Background: Oxidative stress and chronic inflammation are central drivers of chemically induced organ injury and colorectal carcinogenesis, particularly following exposure to 1,2-dimethylhydrazine (DMH), a potent pro-oxidant and pro-inflammatory carcinogen. Plant-mediated nanotechnology has emerged as a promising strategy to enhance the bioactivity and systemic efficacy of phytochemicals against oxido-inflammatory damage. This study investigated the protective effects of Vachellia sieberiana–functionalized silver nanoparticles (AgNPs) on DMH-induced oxidative stress and inflammation in male Wistar rats.

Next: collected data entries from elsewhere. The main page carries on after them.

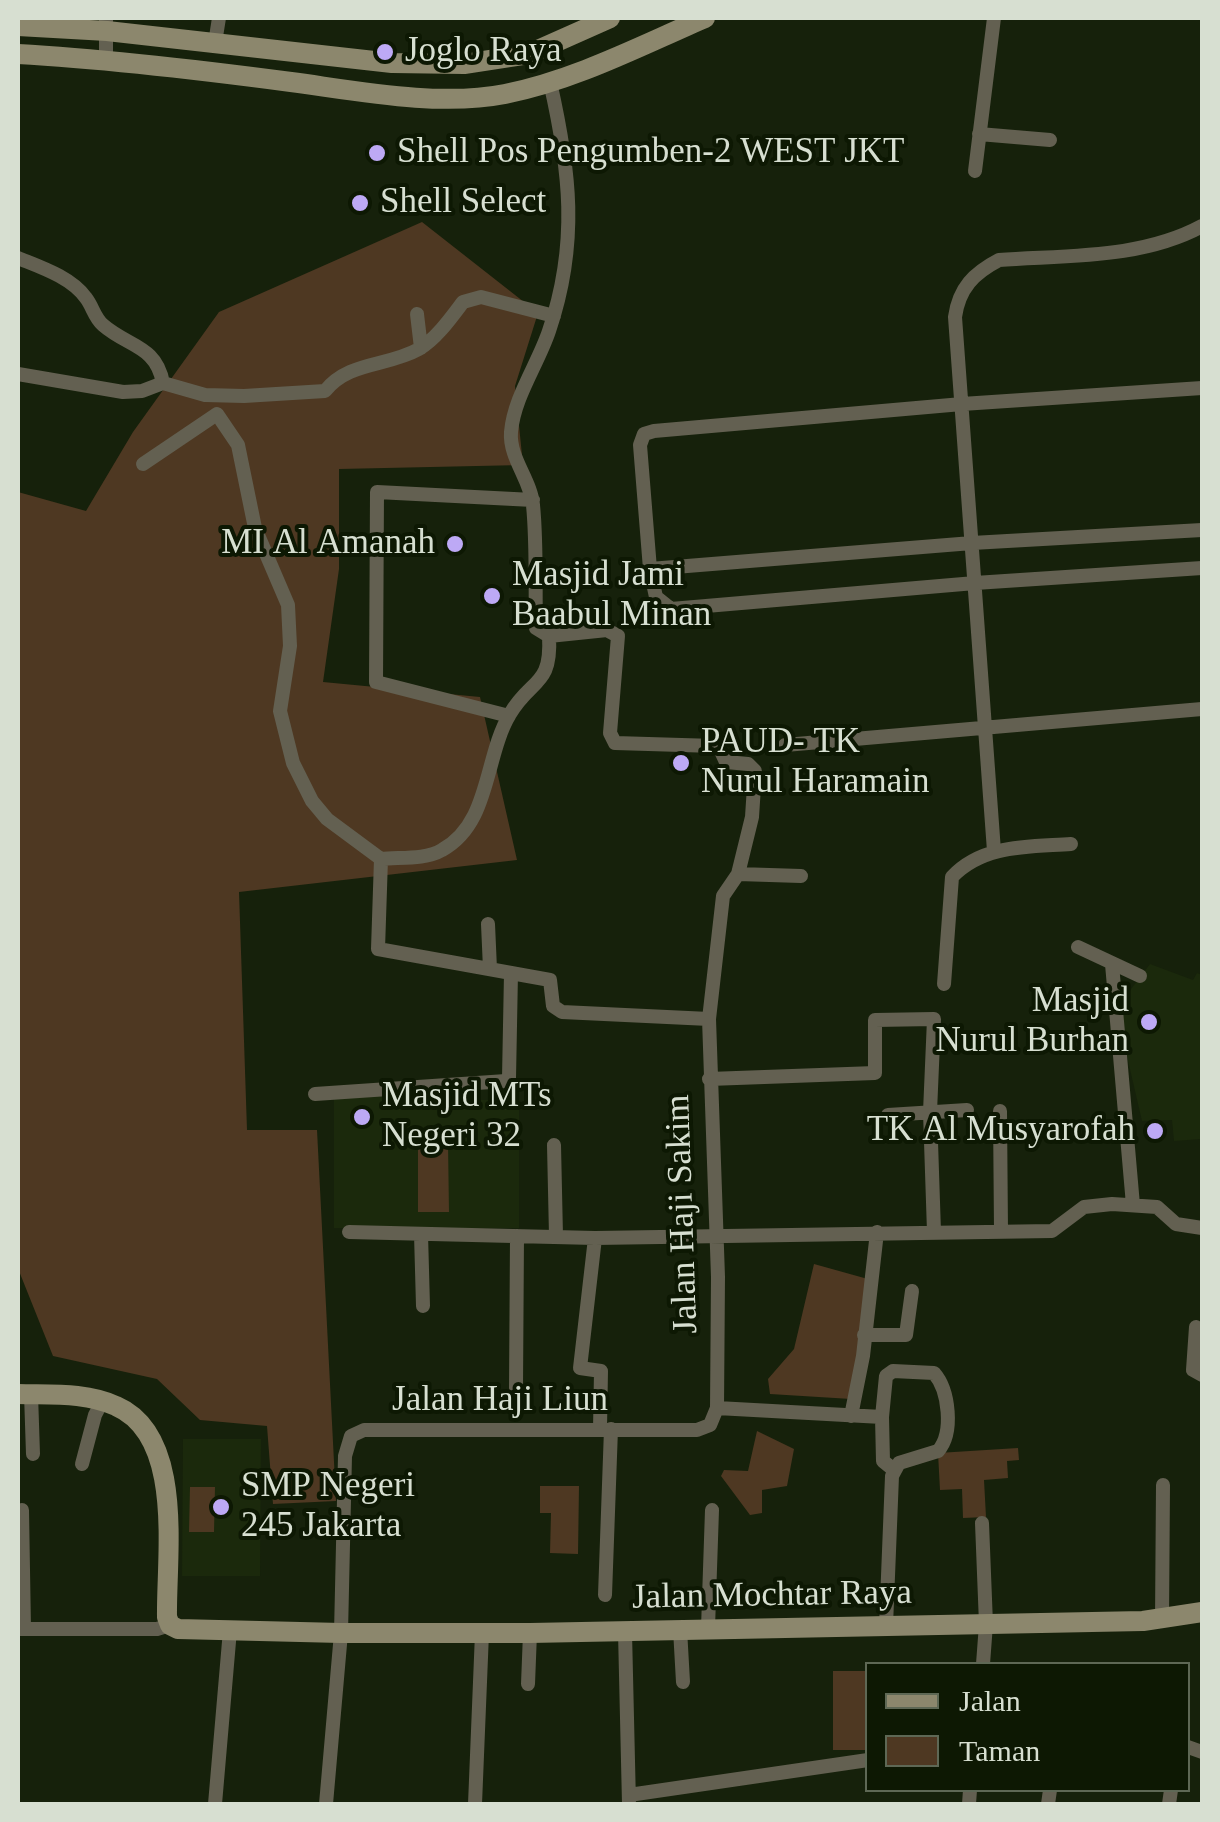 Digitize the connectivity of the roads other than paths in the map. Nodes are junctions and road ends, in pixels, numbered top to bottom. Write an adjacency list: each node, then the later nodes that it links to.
1 (218, 18): 9 (street)
2 (610, 18): 8 (street)
3 (704, 18): 13 (street)
4 (994, 18): 15 (street)
5 (63, 23): 6 (street); 7 (street); 11 (street)
6 (107, 24): 9 (street); 12 (street)
7 (18, 26)
8 (576, 34): 9 (street); 13 (street)
9 (215, 43)
10 (18, 54): 11 (street)
11 (64, 56): 12 (street)
12 (106, 60): 14 (street)
13 (591, 68): 14 (street)
14 (550, 82): 21 (street)
15 (980, 134): 16 (street); 17 (street)
16 (1050, 140)
17 (974, 171)
18 (1202, 226): 27 (street)
19 (18, 258): 24 (street)
20 (417, 314): 22 (street)
21 (554, 316): 22 (street); 30 (street)
22 (422, 348): 26 (street)
23 (18, 374): 24 (street)
24 (163, 383): 26 (street)
25 (1202, 388): 27 (street)
26 (206, 394): 28 (street)
27 (962, 404): 32 (street); 33 (street)
28 (217, 414): 29 (street); 43 (street)
29 (143, 464)
30 (533, 500): 36 (street); 38 (street)
31 (1202, 530): 32 (street)
32 (972, 543): 33 (street); 35 (street)
33 (650, 568): 35 (street)
34 (1202, 568): 35 (street)
35 (976, 583): 39 (street)
36 (550, 636): 38 (street); 44 (street, Jalan Haji Sakim)
37 (1202, 710): 39 (street)
38 (509, 716): 43 (street)
39 (984, 727): 40 (street); 42 (street)
40 (785, 745)
41 (1071, 844): 42 (street)
42 (994, 852): 52 (street)
43 (380, 859): 49 (street)
44 (738, 874): 45 (street); 53 (street, Jalan Haji Sakim)
45 (801, 876)
46 (488, 924): 49 (street)
47 (1078, 947): 48 (street)
48 (1112, 964): 51 (street); 61 (street)
49 (490, 969): 50 (street)
50 (511, 973): 53 (street); 55 (street)
51 (1140, 976)
52 (944, 984)
53 (709, 1019): 54 (street, Jalan Haji Sakim)
54 (709, 1079): 58 (street); 68 (street, Jalan Haji Sakim)
55 (315, 1094)
56 (967, 1110): 58 (street)
57 (1000, 1111): 63 (street)
58 (930, 1112): 59 (street); 66 (street)
59 (888, 1115)
60 (554, 1144): 70 (street)
61 (1133, 1205): 62 (street); 63 (street)
62 (1202, 1228)
63 (1001, 1231): 66 (street)
64 (349, 1232): 67 (street)
65 (877, 1232): 66 (street); 68 (street); 75 (street)
66 (934, 1232)
67 (421, 1234): 69 (street); 73 (street)
68 (716, 1235): 71 (street); 80 (street, Jalan Haji Sakim)
69 (517, 1236): 70 (street); 77 (street)
70 (556, 1236): 71 (street)
71 (596, 1238): 83 (street)
72 (912, 1291): 75 (street)
73 (423, 1306)
74 (1196, 1327): 76 (street)
75 (864, 1335): 81 (street)
76 (1202, 1375)
77 (516, 1388)
78 (24, 1394): 79 (street); 84 (street)
79 (102, 1402): 85 (street); 95 (street)
80 (717, 1408): 81 (street); 83 (street, Jalan Haji Liun)
81 (852, 1416): 82 (street)
82 (882, 1417): 86 (street); 86 (street)
83 (606, 1429): 91 (street); 104 (street, Jalan Haji Liun)
84 (33, 1454)
85 (82, 1464)
86 (894, 1470): 96 (street)
87 (1163, 1485): 93 (street)
88 (22, 1510): 99 (street)
89 (712, 1510): 98 (street)
90 (982, 1523): 94 (street)
91 (605, 1595)
92 (1202, 1612): 93 (street, Jalan Mochtar Raya)
93 (1162, 1620): 94 (street, Jalan Mochtar Raya)
94 (986, 1624): 96 (street, Jalan Mochtar Raya); 105 (street)
95 (170, 1626): 99 (street); 100 (street, Jalan Mochtar Raya)
96 (886, 1626): 98 (street, Jalan Mochtar Raya)
97 (680, 1628): 98 (street, Jalan Mochtar Raya); 101 (street, Jalan Mochtar Raya); 106 (street)
98 (708, 1628)
99 (21, 1629)
100 (230, 1630): 104 (street, Jalan Mochtar Raya); 110 (street)
101 (624, 1632): 103 (street, Jalan Mochtar Raya); 109 (street)
102 (482, 1633): 103 (street, Jalan Mochtar Raya); 104 (street, Jalan Mochtar Raya); 112 (street)
103 (530, 1633): 107 (street)
104 (342, 1634): 111 (street)
105 (984, 1662)
106 (683, 1682)
107 (528, 1684)
108 (865, 1760): 109 (street)
109 (629, 1800)
110 (215, 1804)
111 (326, 1804)
112 (475, 1804)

Methods: Silver nanoparticles were synthesized using an aqueous leaf extract of V. sieberiana and characterized by UV–visible spectroscopy, confirming nanoparticle formation with a surface plasmon resonance peak at 437 nm. Oxidative and inflammatory stress was induced by weekly subcutaneous administration of DMH (25 mg/kg) for six weeks, alongside oral treatment with V. sieberiana–AgNPs (100, 200, and 400 mg/kg). Antioxidant enzymes (GPx, GST, SOD), reduced glutathione (GSH), and malondialdehyde (MDA) were quantified in the colon, liver, and kidney, while colonic IL-6, IL-1β, and TNF-α were measured using ELISA. Data were analyzed using one-way ANOVA with Tukey’s post hoc test.

Results: DMH markedly suppressed colonic GPx (61.43%), GST (68.72%), GSH (57.07%), and SOD (42.45%), with a concomitant increase in MDA levels (39.55%, p < 0.05). Hepatic and renal tissues showed similar antioxidant depletion, including reductions in hepatic GPx (73.53%) and renal GSH (65.51%), alongside significant elevations in MDA (up to 73.25%). V. sieberiana–AgNPs dose-dependently restored antioxidant defenses and reduced lipid peroxidation, achieving MDA reductions of 54.38% in the colon and 47.15% in the kidney at 400 mg/kg (p < 0.01). DMH-induced increases in colonic IL-6 (23.42%), IL-1β (43.30%), and TNF-α (18.37%) were significantly attenuated following AgNPs treatment.

Conclusion: Vachellia sieberiana–functionalized silver nanoparticles confer significant protection against DMH-induced oxidative stress and inflammatory injury, highlighting their potential as phytochemical-based nanotherapeutics for managing chemically induced tissue damage.